What's your game? she asked me. You cleaned up for us, and now you're covering up for somebody else. What do you want?
Nothing, I said.
I studied her. Her hair was sort of reddish and she had freckles, lots of them. Her eyes were green. They seemed to be set quite far apart beneath the ruddy line of her bangs. She was fairly tall, like five-ten, though she was not standing at the moment I had danced with her once at a shipboard party.
Well?
Quite well, I said. And yourself?
I want an answer.
To what?
Was it sabotage?
No, I said. Whatever gave you that idea?
There have been other attempts, you know.
No, I didn't know.
She blushed suddenly, highlighting her freckles. What had caused that?
Well, there have been. We stopped all of them, obviously. But they were there.
Who did it?
We don't know.
Why not?
We never got hold of the people involved.
How come?
They were clever.
I lit a cigarette.
Well, you're wrong, I said. There were some short circuits. I'm an electrical engineer and I spotted them. That was all, though.

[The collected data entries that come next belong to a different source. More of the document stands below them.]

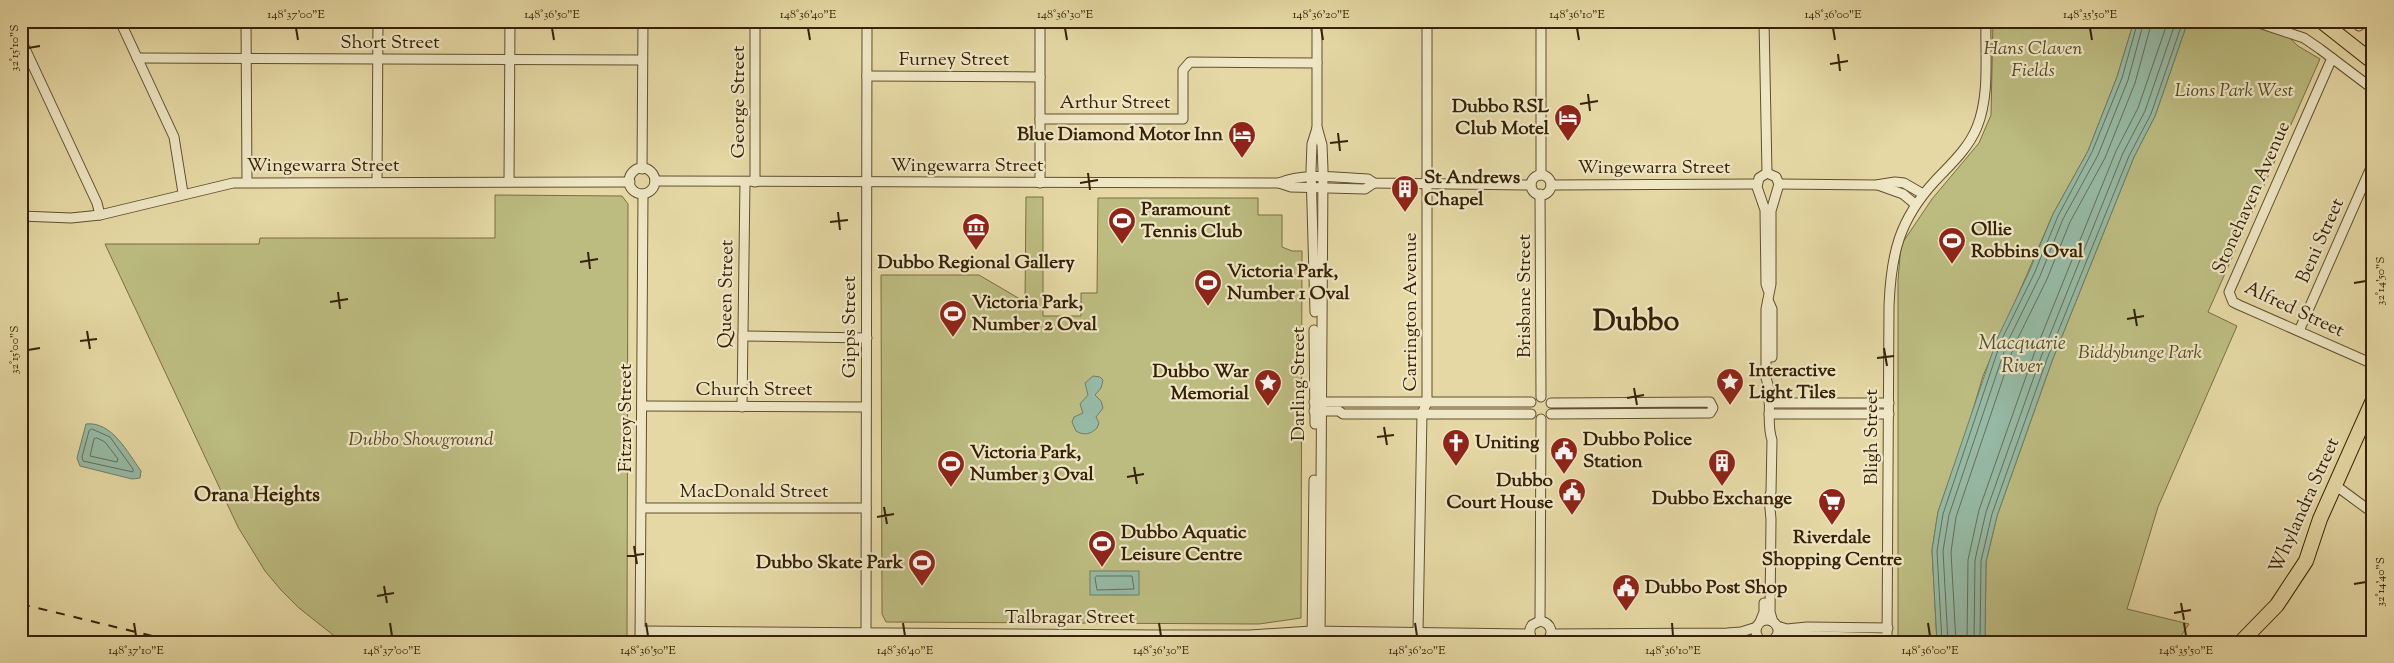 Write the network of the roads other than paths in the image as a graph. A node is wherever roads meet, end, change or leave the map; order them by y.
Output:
1 (120, 21) edge
2 (246, 21) edge
3 (378, 21) edge
4 (510, 21) edge
5 (643, 21) edge
6 (755, 21) edge
7 (867, 21) edge
8 (1040, 21) edge
9 (1317, 21) edge
10 (1427, 21) edge
11 (1541, 21) edge
12 (1764, 21) edge
13 (1986, 21) edge
14 (2253, 21) edge
15 (2321, 21) edge
16 (21, 40) edge
17 (2358, 53) junction
18 (137, 58) junction
19 (2332, 58) junction
20 (246, 59) junction
21 (510, 59) junction
22 (378, 60) junction
23 (642, 60) junction
24 (2373, 62) edge
25 (1317, 63) junction
26 (2373, 70) edge
27 (867, 76) junction
28 (1040, 76) junction
29 (2373, 89) edge
30 (1040, 119) junction
31 (1317, 127) junction
32 (2373, 163) edge
33 (642, 169) junction
34 (1766, 173) junction
35 (1541, 175) junction
36 (1311, 177) junction
37 (1323, 177) junction
38 (21, 181) edge
39 (509, 181) junction
40 (655, 181) junction
41 (247, 182) junction
42 (377, 182) junction
43 (630, 182) junction
44 (745, 182) junction
45 (755, 182) junction
46 (866, 182) junction
47 (1040, 183) junction
48 (1279, 183) junction
49 (1374, 183) junction
50 (1427, 184) junction
51 (1531, 185) junction
52 (1550, 185) junction
53 (1876, 185) junction
54 (1312, 188) junction
55 (1322, 188) junction
56 (1759, 188) junction
57 (1777, 188) junction
58 (183, 193) junction
59 (643, 194) junction
60 (1540, 194) junction
61 (1924, 194) junction
62 (1915, 204) junction
63 (100, 215) junction
64 (22, 216) edge
65 (1768, 290) junction
66 (2230, 297) joint
67 (2299, 331) junction
68 (743, 336) junction
69 (867, 338) junction
70 (2373, 364) edge
71 (1541, 397) junction
72 (2373, 400) edge
73 (1427, 402) junction
74 (1531, 402) junction
75 (1551, 403) junction
76 (1769, 403) junction
77 (1889, 403) junction
78 (642, 406) junction
79 (742, 407) junction
80 (866, 407) junction
81 (1317, 407) junction
82 (1422, 414) junction
83 (1531, 414) junction
84 (1551, 414) junction
85 (1769, 414) junction
86 (1889, 414) junction
87 (1541, 419) junction
88 (2335, 485) junction
89 (642, 508) junction
90 (866, 508) junction
91 (1769, 513) junction
92 (2373, 513) edge
93 (1540, 621) junction
94 (1775, 624) junction
95 (1888, 628) junction
96 (641, 631) junction
97 (1316, 631) junction
98 (1418, 632) junction
99 (866, 633) junction
100 (1530, 634) junction
101 (1551, 634) junction
102 (1765, 636) edge
103 (1887, 640) edge
104 (640, 642) edge
105 (1312, 642) edge
106 (1320, 642) edge
107 (1535, 642) edge
108 (1546, 642) edge
109 (2241, 642) edge

1 - 18 street
2 - 20 street
3 - 22 street
4 - 21 street
5 - 23 street
6 - 45 street, George Street
7 - 27 street, Gipps Street
8 - 28 street
9 - 25 street, Darling Street
10 - 50 street, Carrington Avenue
11 - 35 street
12 - 34 street
13 - 61 street, Bligh Street
14 - 19 street
15 - 17 highway
16 - 63 street
17 - 24 highway
17 - 26 highway
18 - 20 street, Short Street
18 - 58 street
19 - 29 street
19 - 66 street, Stonehaven Avenue
20 - 22 street, Short Street
20 - 41 street
21 - 22 street, Short Street
21 - 23 street, Short Street
21 - 39 street
22 - 42 street
23 - 33 street
25 - 30 street, Arthur Street
25 - 31 street, Darling Street
27 - 28 street, Furney Street
27 - 46 street, Gipps Street
28 - 30 street
30 - 47 street
31 - 36 street, Darling Street
31 - 37 street, Darling Street
32 - 67 street, Beni Street
33 - 40 street
33 - 43 street
34 - 56 street
34 - 57 street
35 - 51 street
35 - 52 street
36 - 37 street, Wingewarra Street
36 - 48 street, Wingewarra Street
36 - 54 street, Darling Street
37 - 49 street, Wingewarra Street
37 - 55 street, Darling Street
38 - 64 street
39 - 42 street, Wingewarra Street
39 - 43 street, Wingewarra Street
40 - 44 street, Wingewarra Street
40 - 59 street
41 - 42 street, Wingewarra Street
41 - 58 street, Wingewarra Street
43 - 59 street
44 - 45 street, Wingewarra Street
44 - 68 street, Queen Street
45 - 46 street, Wingewarra Street
46 - 47 street, Wingewarra Street
46 - 69 street, Gipps Street
47 - 48 street, Wingewarra Street
48 - 54 street, Wingewarra Street
49 - 50 street, Wingewarra Street
49 - 55 street, Wingewarra Street
50 - 51 street, Wingewarra Street
50 - 73 street, Carrington Avenue
51 - 60 street
52 - 56 street, Wingewarra Street
52 - 60 street
53 - 57 street
53 - 61 street
53 - 62 street
54 - 55 street, Wingewarra Street
54 - 81 street, Darling Street
55 - 81 street, Darling Street
56 - 57 street
56 - 65 street
57 - 65 street
58 - 63 street, Wingewarra Street
59 - 78 street, Fitzroy Street
60 - 71 street, Brisbane Street
61 - 62 street, Bligh Street
62 - 77 street, Bligh Street
63 - 64 street, Wingewarra Street
65 - 76 street
66 - 67 street, Alfred Street
67 - 70 street, Alfred Street
68 - 69 street
68 - 79 street, Queen Street
69 - 80 street, Gipps Street
71 - 74 street
71 - 75 street
72 - 88 highway, Whylandra Street
73 - 74 street
73 - 81 street
73 - 82 street, Carrington Avenue
74 - 83 street
75 - 84 street
75 - 84 street
76 - 77 street
76 - 85 street
77 - 86 street, Bligh Street
78 - 79 street, Church Street
78 - 89 street, Fitzroy Street
79 - 80 street, Church Street
80 - 90 street, Gipps Street
81 - 82 street
81 - 97 street, Darling Street
82 - 83 street
82 - 98 street, Carrington Avenue
83 - 87 street
84 - 87 street
85 - 86 street
85 - 91 street
86 - 95 street, Bligh Street
87 - 93 street
88 - 92 street
88 - 109 highway, Whylandra Street
89 - 90 street, MacDonald Street
89 - 96 street, Fitzroy Street
90 - 99 street, Gipps Street
91 - 94 street
91 - 102 street
93 - 100 street
93 - 101 street
94 - 95 street
94 - 102 street
94 - 102 street
95 - 103 street, Bligh Street
96 - 99 street, Talbragar Street
96 - 104 street, Fitzroy Street
97 - 98 street, Talbragar Street
97 - 99 street, Talbragar Street
97 - 105 street, Darling Street
97 - 106 street, Darling Street
98 - 100 street, Talbragar Street
100 - 107 street
101 - 102 street
101 - 108 street
102 - 103 street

She found one someplace, and I lit it for her.
Okay, she said. I guess I've got everything you want to tell me.
I stood then.
... By the way, I ran another check on you.
Yes?
Nothing. You're clean as snow and swansdown.
Glad to hear it.
Don't be. Mister Schweitzer. I'm not finished with you yet
Try everything, I said. You'll find nothing else.
... And I was sure of that.
So I left her, wondering when they would reach me.
I send one Christmas card each year, and it is unsigned. All it bears, in block print, is a list of four bars and the cities in which they exist. On Easter, May Day, the first day of summer, and Halloween, I sit in those bars and sip drinks from nine until midnight, local time. Then I go away. Each year, they're different bars.